You’d think that, 120-odd years into the history of the motorcar, manufacturers would have pretty much nailed legible instrumentation by now. In many cases they have; in others, I’ve found, not so much.
Consider the cluster on the Porsche 911 above. This one happens to be on a 1982 911SC, but it’s virtually identical to any 911 spanning four decades. Porsche gives you the most critical instrument in a sports car—the tachometer—front, center, and huge. White numbers on a black background, because nothing contrasts better than white on black. You don’t even need to take your eyes off the road to monitor progress through the gears. To the right is a slightly smaller but equally legible speedometer, and to the left the important engine-monitoring gauges (for an oil-cooled vehicle) of oil pressure and temperature. Those gauges that do not need to be read instantly, such as the clock and fuel gauge, are off to the side where you might need to move your head a bit, but not at a moment’s notice.

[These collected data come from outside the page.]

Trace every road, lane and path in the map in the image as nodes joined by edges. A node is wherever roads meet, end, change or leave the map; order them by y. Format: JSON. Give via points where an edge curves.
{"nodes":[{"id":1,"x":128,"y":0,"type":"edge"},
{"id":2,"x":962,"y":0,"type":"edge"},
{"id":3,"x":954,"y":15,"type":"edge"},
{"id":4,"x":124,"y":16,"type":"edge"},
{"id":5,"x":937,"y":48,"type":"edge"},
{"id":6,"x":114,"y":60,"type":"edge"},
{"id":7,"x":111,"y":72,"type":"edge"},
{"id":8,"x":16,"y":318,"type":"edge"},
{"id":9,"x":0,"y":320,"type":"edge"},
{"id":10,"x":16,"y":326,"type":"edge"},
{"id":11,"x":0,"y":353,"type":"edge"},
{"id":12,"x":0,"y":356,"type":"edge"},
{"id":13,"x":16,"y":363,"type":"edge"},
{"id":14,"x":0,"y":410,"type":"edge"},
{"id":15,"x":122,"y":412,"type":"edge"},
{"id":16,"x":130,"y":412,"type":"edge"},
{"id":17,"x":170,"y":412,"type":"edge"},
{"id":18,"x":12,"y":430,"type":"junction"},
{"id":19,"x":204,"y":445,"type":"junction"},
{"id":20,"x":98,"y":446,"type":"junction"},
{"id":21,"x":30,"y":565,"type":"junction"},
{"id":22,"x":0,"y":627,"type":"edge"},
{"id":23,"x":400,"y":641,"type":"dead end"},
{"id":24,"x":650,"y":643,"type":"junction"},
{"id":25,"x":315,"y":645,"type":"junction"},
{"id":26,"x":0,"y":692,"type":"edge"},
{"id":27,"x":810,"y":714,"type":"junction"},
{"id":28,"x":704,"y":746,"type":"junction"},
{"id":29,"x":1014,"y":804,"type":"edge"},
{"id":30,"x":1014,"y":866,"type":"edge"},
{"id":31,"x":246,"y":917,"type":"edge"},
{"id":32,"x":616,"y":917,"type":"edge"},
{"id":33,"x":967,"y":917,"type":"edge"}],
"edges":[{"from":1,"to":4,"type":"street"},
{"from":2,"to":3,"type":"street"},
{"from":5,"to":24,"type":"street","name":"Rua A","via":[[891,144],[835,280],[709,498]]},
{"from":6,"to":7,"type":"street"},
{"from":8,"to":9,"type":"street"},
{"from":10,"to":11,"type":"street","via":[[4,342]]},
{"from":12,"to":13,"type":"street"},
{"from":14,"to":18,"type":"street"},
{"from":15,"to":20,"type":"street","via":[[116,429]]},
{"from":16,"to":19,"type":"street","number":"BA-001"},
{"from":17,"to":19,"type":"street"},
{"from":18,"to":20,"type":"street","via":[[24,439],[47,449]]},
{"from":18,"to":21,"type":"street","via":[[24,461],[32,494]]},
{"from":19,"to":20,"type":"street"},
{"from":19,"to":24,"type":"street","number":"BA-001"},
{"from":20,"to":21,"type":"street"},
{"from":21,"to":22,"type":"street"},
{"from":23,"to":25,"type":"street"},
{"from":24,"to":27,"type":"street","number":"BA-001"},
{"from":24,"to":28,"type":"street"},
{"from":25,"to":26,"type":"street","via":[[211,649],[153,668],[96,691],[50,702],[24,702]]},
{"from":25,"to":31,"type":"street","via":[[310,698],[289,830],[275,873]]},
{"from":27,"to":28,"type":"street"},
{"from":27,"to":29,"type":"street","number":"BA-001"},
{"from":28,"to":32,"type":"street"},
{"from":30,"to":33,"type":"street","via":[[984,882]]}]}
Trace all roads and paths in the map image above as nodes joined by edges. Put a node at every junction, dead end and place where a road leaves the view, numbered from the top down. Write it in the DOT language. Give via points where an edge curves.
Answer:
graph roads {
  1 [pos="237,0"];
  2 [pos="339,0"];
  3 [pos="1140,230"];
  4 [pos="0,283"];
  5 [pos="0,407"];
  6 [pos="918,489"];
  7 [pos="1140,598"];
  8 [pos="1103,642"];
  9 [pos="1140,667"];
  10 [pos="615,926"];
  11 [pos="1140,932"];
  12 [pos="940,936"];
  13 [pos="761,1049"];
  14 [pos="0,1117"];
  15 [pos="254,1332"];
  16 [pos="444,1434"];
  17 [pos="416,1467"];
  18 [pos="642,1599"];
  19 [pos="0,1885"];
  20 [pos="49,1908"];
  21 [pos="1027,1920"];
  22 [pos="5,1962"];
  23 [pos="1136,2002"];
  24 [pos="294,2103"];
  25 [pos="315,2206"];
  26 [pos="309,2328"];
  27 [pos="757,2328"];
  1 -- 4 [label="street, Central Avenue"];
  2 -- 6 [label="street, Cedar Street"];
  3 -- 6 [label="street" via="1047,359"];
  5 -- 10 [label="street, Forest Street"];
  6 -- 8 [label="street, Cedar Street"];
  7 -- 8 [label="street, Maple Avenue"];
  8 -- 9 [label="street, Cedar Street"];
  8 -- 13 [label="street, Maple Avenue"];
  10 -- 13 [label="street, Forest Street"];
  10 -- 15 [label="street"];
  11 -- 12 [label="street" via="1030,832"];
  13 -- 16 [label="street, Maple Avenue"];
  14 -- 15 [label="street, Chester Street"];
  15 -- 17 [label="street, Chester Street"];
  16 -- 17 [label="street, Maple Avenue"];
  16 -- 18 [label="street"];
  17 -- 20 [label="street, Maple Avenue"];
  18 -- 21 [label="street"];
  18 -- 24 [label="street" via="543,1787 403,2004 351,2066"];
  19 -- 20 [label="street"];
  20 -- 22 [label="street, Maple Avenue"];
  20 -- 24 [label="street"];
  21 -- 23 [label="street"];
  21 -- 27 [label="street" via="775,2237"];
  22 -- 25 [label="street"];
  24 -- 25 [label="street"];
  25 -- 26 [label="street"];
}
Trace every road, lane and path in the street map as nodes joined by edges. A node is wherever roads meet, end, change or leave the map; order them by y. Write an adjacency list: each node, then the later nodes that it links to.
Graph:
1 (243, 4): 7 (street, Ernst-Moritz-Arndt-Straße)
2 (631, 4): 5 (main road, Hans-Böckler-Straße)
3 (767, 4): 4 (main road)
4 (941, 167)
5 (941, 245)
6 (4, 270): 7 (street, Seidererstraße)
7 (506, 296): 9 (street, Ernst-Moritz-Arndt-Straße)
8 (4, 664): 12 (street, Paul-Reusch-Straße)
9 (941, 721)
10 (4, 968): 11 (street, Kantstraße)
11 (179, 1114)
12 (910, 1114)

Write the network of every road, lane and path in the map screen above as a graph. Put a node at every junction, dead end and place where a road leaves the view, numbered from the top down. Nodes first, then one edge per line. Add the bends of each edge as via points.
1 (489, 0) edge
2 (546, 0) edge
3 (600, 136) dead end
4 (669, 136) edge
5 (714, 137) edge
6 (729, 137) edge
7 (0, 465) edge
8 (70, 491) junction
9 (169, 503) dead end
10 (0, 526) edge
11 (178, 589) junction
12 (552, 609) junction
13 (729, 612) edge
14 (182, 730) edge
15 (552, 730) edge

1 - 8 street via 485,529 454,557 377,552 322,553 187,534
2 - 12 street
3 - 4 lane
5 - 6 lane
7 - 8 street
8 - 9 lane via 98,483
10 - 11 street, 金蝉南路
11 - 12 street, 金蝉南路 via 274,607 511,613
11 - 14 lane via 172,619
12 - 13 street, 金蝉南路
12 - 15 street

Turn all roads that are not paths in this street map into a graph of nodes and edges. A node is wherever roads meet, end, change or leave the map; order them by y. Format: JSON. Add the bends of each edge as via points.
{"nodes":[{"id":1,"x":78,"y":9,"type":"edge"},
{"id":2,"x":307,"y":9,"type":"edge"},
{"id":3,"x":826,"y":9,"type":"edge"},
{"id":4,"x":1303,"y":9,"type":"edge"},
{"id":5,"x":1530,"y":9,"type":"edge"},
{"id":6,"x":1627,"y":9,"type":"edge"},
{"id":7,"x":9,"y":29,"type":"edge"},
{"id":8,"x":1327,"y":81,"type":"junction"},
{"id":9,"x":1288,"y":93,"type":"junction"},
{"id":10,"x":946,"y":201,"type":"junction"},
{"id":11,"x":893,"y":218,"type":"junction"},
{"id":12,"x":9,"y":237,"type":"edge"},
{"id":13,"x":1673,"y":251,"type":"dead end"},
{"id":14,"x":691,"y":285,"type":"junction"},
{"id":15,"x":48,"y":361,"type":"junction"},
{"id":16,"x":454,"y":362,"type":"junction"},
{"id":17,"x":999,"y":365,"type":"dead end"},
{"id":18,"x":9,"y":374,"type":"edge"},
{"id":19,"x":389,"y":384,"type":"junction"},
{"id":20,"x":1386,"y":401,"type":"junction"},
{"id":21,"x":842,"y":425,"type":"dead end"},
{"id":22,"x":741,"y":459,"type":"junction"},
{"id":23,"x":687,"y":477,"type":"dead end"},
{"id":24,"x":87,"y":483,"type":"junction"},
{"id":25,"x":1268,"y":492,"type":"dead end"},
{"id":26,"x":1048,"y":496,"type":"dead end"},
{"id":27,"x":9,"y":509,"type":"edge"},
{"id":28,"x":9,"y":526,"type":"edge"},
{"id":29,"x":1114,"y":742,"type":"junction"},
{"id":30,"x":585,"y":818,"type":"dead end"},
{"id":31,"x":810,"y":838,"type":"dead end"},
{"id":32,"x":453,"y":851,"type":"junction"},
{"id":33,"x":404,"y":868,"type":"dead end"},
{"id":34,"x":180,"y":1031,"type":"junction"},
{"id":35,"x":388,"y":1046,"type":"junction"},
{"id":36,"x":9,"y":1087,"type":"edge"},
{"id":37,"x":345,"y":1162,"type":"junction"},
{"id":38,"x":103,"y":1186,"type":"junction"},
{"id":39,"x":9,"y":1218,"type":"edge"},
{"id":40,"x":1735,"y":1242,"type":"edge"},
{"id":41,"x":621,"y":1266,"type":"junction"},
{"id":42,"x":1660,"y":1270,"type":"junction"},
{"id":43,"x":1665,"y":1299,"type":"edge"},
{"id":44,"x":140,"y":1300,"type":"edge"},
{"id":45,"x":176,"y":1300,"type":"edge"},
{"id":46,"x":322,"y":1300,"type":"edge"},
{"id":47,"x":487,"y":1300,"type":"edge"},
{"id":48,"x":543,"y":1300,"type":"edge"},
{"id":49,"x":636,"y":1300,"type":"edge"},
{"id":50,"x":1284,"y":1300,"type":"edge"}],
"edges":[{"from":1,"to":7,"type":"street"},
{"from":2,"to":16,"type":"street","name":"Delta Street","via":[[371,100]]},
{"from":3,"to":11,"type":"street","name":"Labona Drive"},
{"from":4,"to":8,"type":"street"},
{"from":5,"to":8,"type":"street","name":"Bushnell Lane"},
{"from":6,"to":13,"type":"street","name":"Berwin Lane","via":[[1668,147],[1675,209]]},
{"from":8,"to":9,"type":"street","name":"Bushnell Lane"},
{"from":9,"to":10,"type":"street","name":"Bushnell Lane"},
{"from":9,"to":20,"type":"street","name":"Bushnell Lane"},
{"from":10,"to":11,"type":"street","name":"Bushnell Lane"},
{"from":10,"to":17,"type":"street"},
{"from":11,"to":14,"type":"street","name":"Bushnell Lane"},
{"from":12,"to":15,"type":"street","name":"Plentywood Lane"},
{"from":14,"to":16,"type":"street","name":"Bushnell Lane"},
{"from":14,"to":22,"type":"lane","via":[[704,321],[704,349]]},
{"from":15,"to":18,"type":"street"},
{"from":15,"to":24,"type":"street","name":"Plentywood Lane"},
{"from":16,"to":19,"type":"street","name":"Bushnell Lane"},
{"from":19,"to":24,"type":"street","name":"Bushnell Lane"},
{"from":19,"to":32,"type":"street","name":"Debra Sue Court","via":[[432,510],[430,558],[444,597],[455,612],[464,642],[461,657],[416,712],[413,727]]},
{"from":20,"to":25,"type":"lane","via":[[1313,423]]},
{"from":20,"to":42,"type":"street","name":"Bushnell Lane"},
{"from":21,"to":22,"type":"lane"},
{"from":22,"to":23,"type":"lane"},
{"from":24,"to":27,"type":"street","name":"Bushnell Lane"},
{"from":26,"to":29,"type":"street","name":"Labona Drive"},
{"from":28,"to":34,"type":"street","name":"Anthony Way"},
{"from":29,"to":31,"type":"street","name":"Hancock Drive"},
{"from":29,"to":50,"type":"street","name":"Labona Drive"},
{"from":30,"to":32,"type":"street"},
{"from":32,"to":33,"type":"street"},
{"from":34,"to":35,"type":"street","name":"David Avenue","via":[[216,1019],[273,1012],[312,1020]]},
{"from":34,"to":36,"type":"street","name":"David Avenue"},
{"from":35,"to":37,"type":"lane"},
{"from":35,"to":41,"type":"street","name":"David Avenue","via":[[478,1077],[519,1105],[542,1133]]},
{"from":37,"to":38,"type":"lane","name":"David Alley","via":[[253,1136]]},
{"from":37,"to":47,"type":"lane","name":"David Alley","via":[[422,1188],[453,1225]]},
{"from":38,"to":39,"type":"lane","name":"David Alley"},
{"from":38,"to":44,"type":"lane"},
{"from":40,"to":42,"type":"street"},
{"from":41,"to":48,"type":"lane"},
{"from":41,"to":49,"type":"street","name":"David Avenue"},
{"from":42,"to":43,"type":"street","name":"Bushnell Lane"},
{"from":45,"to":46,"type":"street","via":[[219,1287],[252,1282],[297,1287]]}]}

The 911’s cluster is angled directly at the driver, and inset a distance perfect for preventing overhead glare while not shading them too much. In fact I’ve never found myself in a position in which incoming sunlight or artificial light obscured the instruments beyond easy reading.
One might expect such perfection from the über engineers at Porsche, but in fact the prosaic chrome-ringed Smith’s instruments on my old Triumph TR6 are nearly as good: Tach and speedometer big and up front, auxiliary gauges on the side. (Plus the added charm of that walnut veneer, of course.) The Smith’s have shiny glass fronts that seem to reflect a bit more than those on the Porsche. But notice the same eminently legible white on black motif. And they’re shaded just deeply enough that no sun coming through the windshield can hit them.
I found a similarly flawless instrument cluster in the Mercedes Benz 300D we owned for a few years. Again: white on black, important stuff up front—in this case the speedometer, so we could keep track of the needle’s slow crawl across its arc as we floored the accelerator pedal and waited patiently for results. I’m not even sure why Mercedes bothered with a tachometer on the automatic-equipped cars; a calendar would have been better at recording progress.
Moving on to four-wheel-drive vehicles, the 45-year-old industrial gauge panel in my FJ40 is nevertheless peerless in function and legibility. Again, white on black. The only sign of age on this panel, after four decades and 320,000 miles, is the peeling orange paint on the speedometer needle. (Note, too, in all the examples so far, the comprehensive nature of the information offered, from oil pressure to amperage. Sadly gone on most vehicles now, although some electronic dashes allow you to call it up on a side menu.)
In contrast to all these examples is the instrument cluster on our 2012 Toyota Tacoma, shown here in ideal light:
At first glance, it doesn’t look bad. But notice that, instead of simple white lettering on a black background, as on all our previous examples, Toyota introduced a black background with a white band around the perimeter and black lettering, as well as a spurious “carbon-fiber” looking pattern on the black background. The gauges are also so deeply inset that, even in this photograph, you can see the shade partially obscuring the figures on the left of each gauge. Note as well the extremely poor contrast of the red kilometer markings, completely invisible on the left of the speedometer.
Now look at the same cluster in partial sun from the side, and through the lens of a pair of sunglasses.
Not only do the numbers on both speedometer and tach become nearly illegible, the red needles also disappear against the black background, and even their tips show poorly in the white since you can only see about a half inch of each.
I noticed this characteristic shortly after we bought the truck, and it has annoyed me ever since. I constantly find myself turning my head a bit to look around my sunglasses to see what my speed is. Even turning on the headlamps (and thus instrument lights) doesn’t help. I have the feeling this arrangement was configured on a designer’s computer screen and never actually tested before it went into production.
Fashion is all well and good, but it should never interfere with function.
Designers: White on black. Please. And don’t put the gauges in a cave.